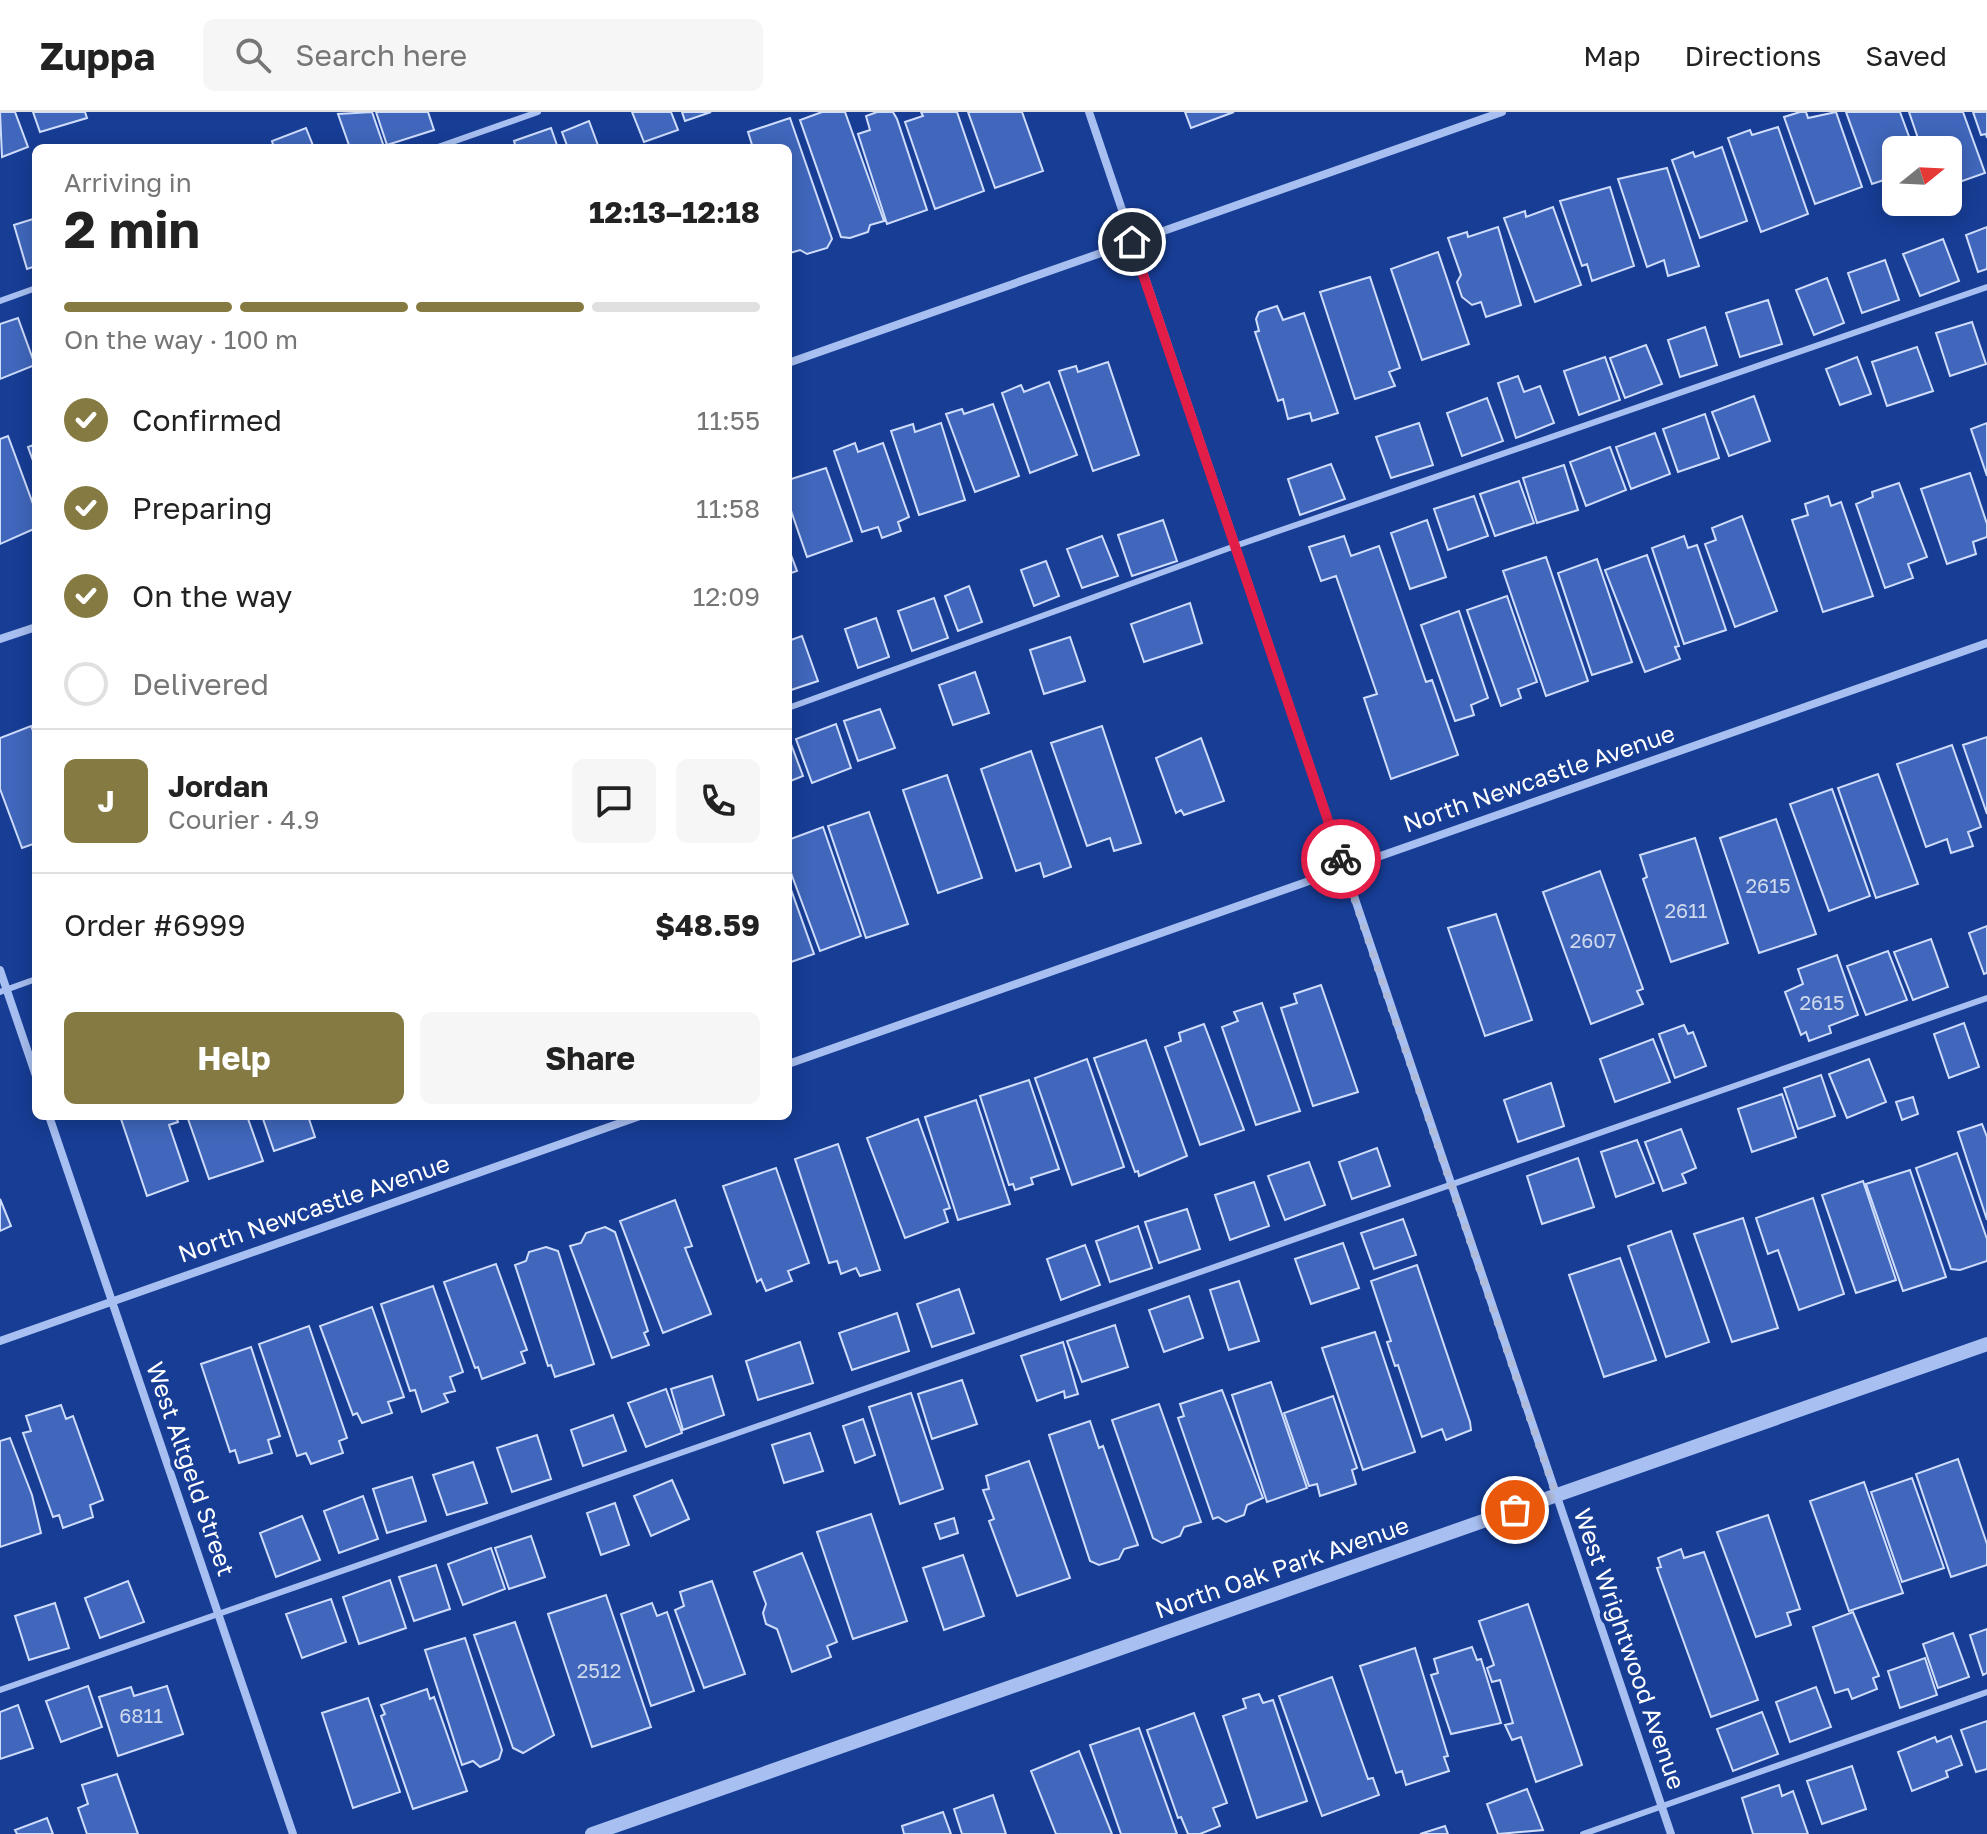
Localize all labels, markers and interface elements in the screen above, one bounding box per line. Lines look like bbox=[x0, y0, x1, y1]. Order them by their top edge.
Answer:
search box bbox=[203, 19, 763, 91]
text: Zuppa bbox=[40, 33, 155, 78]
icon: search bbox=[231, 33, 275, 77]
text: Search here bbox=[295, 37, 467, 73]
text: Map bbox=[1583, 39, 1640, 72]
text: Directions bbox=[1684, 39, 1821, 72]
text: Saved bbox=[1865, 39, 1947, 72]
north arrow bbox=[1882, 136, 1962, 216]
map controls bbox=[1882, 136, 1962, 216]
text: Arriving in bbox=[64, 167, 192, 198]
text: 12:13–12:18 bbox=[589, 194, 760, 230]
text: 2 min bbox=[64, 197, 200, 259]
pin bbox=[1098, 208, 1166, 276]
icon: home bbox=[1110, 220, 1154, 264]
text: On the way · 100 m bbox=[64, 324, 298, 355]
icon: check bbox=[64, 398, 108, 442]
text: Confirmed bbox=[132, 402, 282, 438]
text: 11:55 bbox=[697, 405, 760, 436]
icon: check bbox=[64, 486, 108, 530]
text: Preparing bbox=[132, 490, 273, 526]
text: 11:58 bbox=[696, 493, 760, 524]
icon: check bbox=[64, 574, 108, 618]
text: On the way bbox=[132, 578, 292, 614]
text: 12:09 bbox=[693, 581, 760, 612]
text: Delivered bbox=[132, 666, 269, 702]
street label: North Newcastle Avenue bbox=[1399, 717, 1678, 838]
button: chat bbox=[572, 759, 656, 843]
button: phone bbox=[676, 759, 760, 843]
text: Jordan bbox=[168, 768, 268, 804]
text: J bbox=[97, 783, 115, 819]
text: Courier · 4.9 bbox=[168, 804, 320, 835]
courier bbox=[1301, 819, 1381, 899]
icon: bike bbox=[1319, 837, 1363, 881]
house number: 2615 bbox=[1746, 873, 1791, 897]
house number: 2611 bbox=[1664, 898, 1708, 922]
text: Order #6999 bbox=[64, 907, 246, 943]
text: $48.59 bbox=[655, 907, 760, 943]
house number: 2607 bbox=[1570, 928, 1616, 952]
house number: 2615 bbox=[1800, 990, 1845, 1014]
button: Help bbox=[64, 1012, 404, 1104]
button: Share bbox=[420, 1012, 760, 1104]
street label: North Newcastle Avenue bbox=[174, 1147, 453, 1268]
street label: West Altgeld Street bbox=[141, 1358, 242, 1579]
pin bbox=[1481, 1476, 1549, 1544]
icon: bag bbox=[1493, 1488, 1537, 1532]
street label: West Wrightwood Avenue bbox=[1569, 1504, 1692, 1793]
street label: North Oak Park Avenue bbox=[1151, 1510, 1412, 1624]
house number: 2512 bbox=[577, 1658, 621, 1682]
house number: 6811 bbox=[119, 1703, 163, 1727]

______

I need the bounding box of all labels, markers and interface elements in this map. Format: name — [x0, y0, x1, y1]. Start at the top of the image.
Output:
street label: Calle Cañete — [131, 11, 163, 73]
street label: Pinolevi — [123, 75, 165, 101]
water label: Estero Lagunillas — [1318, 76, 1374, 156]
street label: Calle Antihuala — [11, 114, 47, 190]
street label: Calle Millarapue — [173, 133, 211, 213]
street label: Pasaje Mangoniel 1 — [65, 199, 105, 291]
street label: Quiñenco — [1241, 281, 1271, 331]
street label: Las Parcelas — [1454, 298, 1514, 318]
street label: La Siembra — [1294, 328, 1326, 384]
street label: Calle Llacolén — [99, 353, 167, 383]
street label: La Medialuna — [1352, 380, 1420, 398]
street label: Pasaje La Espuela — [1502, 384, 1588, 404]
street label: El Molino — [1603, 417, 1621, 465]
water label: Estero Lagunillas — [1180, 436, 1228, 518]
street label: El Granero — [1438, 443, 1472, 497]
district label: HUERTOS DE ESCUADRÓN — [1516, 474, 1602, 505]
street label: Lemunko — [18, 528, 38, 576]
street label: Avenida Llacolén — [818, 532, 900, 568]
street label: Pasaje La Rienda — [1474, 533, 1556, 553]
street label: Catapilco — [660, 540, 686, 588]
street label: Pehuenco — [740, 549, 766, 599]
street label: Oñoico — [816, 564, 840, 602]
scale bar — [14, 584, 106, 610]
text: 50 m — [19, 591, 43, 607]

______

:: Exercise objective ::
Lines with "Order": copy every one of them from the listing above.

:: Completed task ::
Localize all labels, markers and interface elements in the screen above, one bounding box per line. Lines look like bbox=[x0, y0, x1, y1]. Order them by their top edge.
text: Order #6999 bbox=[64, 907, 246, 943]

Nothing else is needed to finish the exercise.